#### About this exercise:
Your answer must be every record below, written out exactly as it appears.

------ Records provided ------

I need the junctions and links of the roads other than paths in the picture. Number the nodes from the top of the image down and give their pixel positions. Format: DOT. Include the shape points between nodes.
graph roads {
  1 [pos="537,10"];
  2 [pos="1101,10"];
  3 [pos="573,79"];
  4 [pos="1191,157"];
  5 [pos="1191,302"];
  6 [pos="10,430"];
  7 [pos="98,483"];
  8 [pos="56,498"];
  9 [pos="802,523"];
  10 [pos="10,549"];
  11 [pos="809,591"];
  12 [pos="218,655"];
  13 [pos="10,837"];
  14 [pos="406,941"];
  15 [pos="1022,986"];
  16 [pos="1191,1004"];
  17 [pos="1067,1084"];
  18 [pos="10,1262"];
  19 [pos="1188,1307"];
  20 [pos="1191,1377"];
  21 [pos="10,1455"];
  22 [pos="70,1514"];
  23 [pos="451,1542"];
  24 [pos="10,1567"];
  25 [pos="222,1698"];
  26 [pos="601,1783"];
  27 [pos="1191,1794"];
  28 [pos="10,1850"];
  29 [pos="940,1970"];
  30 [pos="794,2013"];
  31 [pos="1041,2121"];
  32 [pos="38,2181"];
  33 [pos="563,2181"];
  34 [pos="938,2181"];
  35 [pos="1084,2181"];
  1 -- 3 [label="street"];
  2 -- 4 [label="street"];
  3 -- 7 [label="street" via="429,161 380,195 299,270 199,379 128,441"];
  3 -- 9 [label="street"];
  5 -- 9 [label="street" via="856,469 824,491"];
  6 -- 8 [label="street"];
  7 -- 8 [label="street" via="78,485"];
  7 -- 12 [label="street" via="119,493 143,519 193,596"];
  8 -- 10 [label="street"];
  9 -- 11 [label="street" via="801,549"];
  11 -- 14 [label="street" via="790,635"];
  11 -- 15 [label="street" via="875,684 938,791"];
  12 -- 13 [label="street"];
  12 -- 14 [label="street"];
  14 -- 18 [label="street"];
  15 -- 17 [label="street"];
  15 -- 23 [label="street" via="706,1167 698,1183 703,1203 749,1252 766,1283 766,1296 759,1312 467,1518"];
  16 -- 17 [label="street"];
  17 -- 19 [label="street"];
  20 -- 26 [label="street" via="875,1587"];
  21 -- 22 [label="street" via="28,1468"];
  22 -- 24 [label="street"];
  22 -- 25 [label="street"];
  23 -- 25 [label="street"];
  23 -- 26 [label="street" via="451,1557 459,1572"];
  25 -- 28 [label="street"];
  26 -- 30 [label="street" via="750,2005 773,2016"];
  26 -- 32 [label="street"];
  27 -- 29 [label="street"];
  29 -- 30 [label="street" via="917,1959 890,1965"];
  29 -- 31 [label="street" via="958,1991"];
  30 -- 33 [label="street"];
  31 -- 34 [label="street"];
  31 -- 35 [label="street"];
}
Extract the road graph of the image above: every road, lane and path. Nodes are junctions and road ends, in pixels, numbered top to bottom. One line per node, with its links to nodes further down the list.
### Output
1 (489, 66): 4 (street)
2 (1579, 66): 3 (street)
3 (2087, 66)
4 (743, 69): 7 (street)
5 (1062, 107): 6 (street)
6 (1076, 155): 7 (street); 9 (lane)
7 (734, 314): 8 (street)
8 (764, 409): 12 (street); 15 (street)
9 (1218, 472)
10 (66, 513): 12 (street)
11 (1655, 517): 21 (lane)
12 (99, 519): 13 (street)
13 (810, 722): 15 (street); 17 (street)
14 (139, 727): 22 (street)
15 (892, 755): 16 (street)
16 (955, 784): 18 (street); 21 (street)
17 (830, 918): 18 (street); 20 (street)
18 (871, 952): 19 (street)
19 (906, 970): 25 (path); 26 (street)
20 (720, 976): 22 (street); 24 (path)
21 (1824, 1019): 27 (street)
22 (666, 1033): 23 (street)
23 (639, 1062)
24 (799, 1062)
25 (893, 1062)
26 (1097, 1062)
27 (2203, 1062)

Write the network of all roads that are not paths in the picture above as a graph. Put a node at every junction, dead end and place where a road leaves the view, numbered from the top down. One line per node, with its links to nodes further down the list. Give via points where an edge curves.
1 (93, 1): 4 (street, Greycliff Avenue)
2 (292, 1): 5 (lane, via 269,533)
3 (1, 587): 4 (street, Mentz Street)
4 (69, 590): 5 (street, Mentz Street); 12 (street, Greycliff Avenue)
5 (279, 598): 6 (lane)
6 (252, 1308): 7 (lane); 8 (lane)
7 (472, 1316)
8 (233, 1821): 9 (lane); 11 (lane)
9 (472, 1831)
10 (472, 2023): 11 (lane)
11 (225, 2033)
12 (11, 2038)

------

#### Answer box:
I need the junctions and links of the roads other than paths in the picture. Number the nodes from the top of the image down and give their pixel positions. Format: DOT. Include the shape points between nodes.
graph roads {
  1 [pos="537,10"];
  2 [pos="1101,10"];
  3 [pos="573,79"];
  4 [pos="1191,157"];
  5 [pos="1191,302"];
  6 [pos="10,430"];
  7 [pos="98,483"];
  8 [pos="56,498"];
  9 [pos="802,523"];
  10 [pos="10,549"];
  11 [pos="809,591"];
  12 [pos="218,655"];
  13 [pos="10,837"];
  14 [pos="406,941"];
  15 [pos="1022,986"];
  16 [pos="1191,1004"];
  17 [pos="1067,1084"];
  18 [pos="10,1262"];
  19 [pos="1188,1307"];
  20 [pos="1191,1377"];
  21 [pos="10,1455"];
  22 [pos="70,1514"];
  23 [pos="451,1542"];
  24 [pos="10,1567"];
  25 [pos="222,1698"];
  26 [pos="601,1783"];
  27 [pos="1191,1794"];
  28 [pos="10,1850"];
  29 [pos="940,1970"];
  30 [pos="794,2013"];
  31 [pos="1041,2121"];
  32 [pos="38,2181"];
  33 [pos="563,2181"];
  34 [pos="938,2181"];
  35 [pos="1084,2181"];
  1 -- 3 [label="street"];
  2 -- 4 [label="street"];
  3 -- 7 [label="street" via="429,161 380,195 299,270 199,379 128,441"];
  3 -- 9 [label="street"];
  5 -- 9 [label="street" via="856,469 824,491"];
  6 -- 8 [label="street"];
  7 -- 8 [label="street" via="78,485"];
  7 -- 12 [label="street" via="119,493 143,519 193,596"];
  8 -- 10 [label="street"];
  9 -- 11 [label="street" via="801,549"];
  11 -- 14 [label="street" via="790,635"];
  11 -- 15 [label="street" via="875,684 938,791"];
  12 -- 13 [label="street"];
  12 -- 14 [label="street"];
  14 -- 18 [label="street"];
  15 -- 17 [label="street"];
  15 -- 23 [label="street" via="706,1167 698,1183 703,1203 749,1252 766,1283 766,1296 759,1312 467,1518"];
  16 -- 17 [label="street"];
  17 -- 19 [label="street"];
  20 -- 26 [label="street" via="875,1587"];
  21 -- 22 [label="street" via="28,1468"];
  22 -- 24 [label="street"];
  22 -- 25 [label="street"];
  23 -- 25 [label="street"];
  23 -- 26 [label="street" via="451,1557 459,1572"];
  25 -- 28 [label="street"];
  26 -- 30 [label="street" via="750,2005 773,2016"];
  26 -- 32 [label="street"];
  27 -- 29 [label="street"];
  29 -- 30 [label="street" via="917,1959 890,1965"];
  29 -- 31 [label="street" via="958,1991"];
  30 -- 33 [label="street"];
  31 -- 34 [label="street"];
  31 -- 35 [label="street"];
}
Extract the road graph of the image above: every road, lane and path. Nodes are junctions and road ends, in pixels, numbered top to bottom. One line per node, with its links to nodes further down the list.
### Output
1 (489, 66): 4 (street)
2 (1579, 66): 3 (street)
3 (2087, 66)
4 (743, 69): 7 (street)
5 (1062, 107): 6 (street)
6 (1076, 155): 7 (street); 9 (lane)
7 (734, 314): 8 (street)
8 (764, 409): 12 (street); 15 (street)
9 (1218, 472)
10 (66, 513): 12 (street)
11 (1655, 517): 21 (lane)
12 (99, 519): 13 (street)
13 (810, 722): 15 (street); 17 (street)
14 (139, 727): 22 (street)
15 (892, 755): 16 (street)
16 (955, 784): 18 (street); 21 (street)
17 (830, 918): 18 (street); 20 (street)
18 (871, 952): 19 (street)
19 (906, 970): 25 (path); 26 (street)
20 (720, 976): 22 (street); 24 (path)
21 (1824, 1019): 27 (street)
22 (666, 1033): 23 (street)
23 (639, 1062)
24 (799, 1062)
25 (893, 1062)
26 (1097, 1062)
27 (2203, 1062)

Write the network of all roads that are not paths in the picture above as a graph. Put a node at every junction, dead end and place where a road leaves the view, numbered from the top down. One line per node, with its links to nodes further down the list. Give via points where an edge curves.
1 (93, 1): 4 (street, Greycliff Avenue)
2 (292, 1): 5 (lane, via 269,533)
3 (1, 587): 4 (street, Mentz Street)
4 (69, 590): 5 (street, Mentz Street); 12 (street, Greycliff Avenue)
5 (279, 598): 6 (lane)
6 (252, 1308): 7 (lane); 8 (lane)
7 (472, 1316)
8 (233, 1821): 9 (lane); 11 (lane)
9 (472, 1831)
10 (472, 2023): 11 (lane)
11 (225, 2033)
12 (11, 2038)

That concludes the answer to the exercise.